That sounds more than legit and should not be any problem for you.


----------



## lxt (Dec 11, 2007)

trimmmed said:


> Good point and absolutely true! I believe the IRS has some guidelines as to whether it's a sub or an employee. It's hard to pass those guidelines even if you are a legit sub, lol.
> 
> Lxt, I don't know what income exclusion you are referring to. Please elaborate.





Dept of Treasury(IRS) annual summary & transmittal of U.S. information returns. 1096 form specifically 1099-Misc section 95.

I was informed that if a sub works regular hours such as an employee, he`s not considered a sub, as husky stated a true sub will carry their own insurance, etc... a single person that is hire on at will falls into a different class, also you have to watch their quarterly earnings!!

I use to be in the same situation, to file the proper paperwork required more knowledge of the tax code than I have!! I found out the hard way, 1099`ed an employee he argued that he was not insured & not a subcontractor so he didnt file it!! I had to ammend my return, he was right, but he didnt want to pay taxes on what he earned!! I had to file other than 1099, bottom line one must report any income so he ended up paying the taxes!!

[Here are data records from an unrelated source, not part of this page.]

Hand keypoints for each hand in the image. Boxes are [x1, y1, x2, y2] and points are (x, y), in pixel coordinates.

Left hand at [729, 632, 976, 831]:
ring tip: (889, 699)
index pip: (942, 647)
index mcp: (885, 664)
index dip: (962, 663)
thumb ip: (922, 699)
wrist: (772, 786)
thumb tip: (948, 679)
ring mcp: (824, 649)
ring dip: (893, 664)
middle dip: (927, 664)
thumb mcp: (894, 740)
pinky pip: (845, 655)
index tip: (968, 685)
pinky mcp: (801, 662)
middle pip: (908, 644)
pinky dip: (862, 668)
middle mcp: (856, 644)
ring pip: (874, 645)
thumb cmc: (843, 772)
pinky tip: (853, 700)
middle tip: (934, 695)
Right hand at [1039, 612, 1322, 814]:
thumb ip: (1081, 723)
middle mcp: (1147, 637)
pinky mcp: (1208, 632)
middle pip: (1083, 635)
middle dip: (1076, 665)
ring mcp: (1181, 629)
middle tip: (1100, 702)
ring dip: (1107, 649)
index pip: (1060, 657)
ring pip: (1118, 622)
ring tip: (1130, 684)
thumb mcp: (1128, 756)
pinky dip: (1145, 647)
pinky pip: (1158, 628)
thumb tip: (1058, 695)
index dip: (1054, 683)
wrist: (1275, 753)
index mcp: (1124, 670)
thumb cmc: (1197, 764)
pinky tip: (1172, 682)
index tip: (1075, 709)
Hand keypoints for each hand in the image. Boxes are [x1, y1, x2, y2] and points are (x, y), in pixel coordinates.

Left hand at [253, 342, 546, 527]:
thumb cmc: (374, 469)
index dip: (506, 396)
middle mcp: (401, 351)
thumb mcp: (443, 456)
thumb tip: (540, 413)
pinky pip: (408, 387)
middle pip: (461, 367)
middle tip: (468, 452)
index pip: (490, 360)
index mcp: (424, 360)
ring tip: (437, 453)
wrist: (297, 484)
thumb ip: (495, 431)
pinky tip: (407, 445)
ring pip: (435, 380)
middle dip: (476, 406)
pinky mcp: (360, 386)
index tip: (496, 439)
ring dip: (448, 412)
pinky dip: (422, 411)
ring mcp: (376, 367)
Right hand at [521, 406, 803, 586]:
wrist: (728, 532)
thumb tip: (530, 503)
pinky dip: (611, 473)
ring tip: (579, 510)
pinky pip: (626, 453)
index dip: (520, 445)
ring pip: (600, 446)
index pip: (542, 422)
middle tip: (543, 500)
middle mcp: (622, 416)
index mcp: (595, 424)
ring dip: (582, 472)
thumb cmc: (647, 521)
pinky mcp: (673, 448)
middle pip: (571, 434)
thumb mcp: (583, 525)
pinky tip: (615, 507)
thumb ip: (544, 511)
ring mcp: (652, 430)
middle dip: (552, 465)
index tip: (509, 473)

I considered it a lesson learned, this is why I now am straight across board. might cost ya more!! but less paperwork & headaches!! cause if they dont file that 1099 & dispute it..............can you say Audit!!!!


LXT................


----------



## hermit63 (Dec 12, 2007)

*I agree lxt*

Ok the best i remember and could have changed.
up to $600 gross pay per person, you can write off, but you will need to document(write it down) w/out a 1099 this can help if you have someone you can trust!-over$600 you must 1099. this is fed tax code
next is Insurance theres liability and health/injury and these are differant
health/ injury is workers comp and is a state Agency,and has its own code
employee vs. sub contractor. employee-you pay sub-they pay(no insurance and you can argue you are the employee of the HO-they pay(sick i know)
Liability, damages are settled in civil littigation.
three seperate animals, the transition to ligit payroll is tough but can be done in quickbooks. oh yah and lets not forget Unemployment ins. there part of the state agency as well.
So if a carpenter comes to your house, and cuts or smahses,brakes somthing thereself do you payfor it, you might have too.
If the guy your working with, cuts or smashes themself, brakes somthing,
do you pay for it, employee-yes sub-no, differance between the two,a contract.


----------



## Texas Chainsaw (Jul 8, 2008)

Here in Dallas I've done sub contract for a colleague friend. I paid taxes and he issued me a 1099 form. I did the same for someone else me sub contracting him but I pay the taxes since I sold the job under my company name.


----------



## Taxmantoo (Jul 10, 2008)

Don't pay cash if you can help it. Easiest way to substantiate an expense is to show the IRS the canceled check if it comes to that. 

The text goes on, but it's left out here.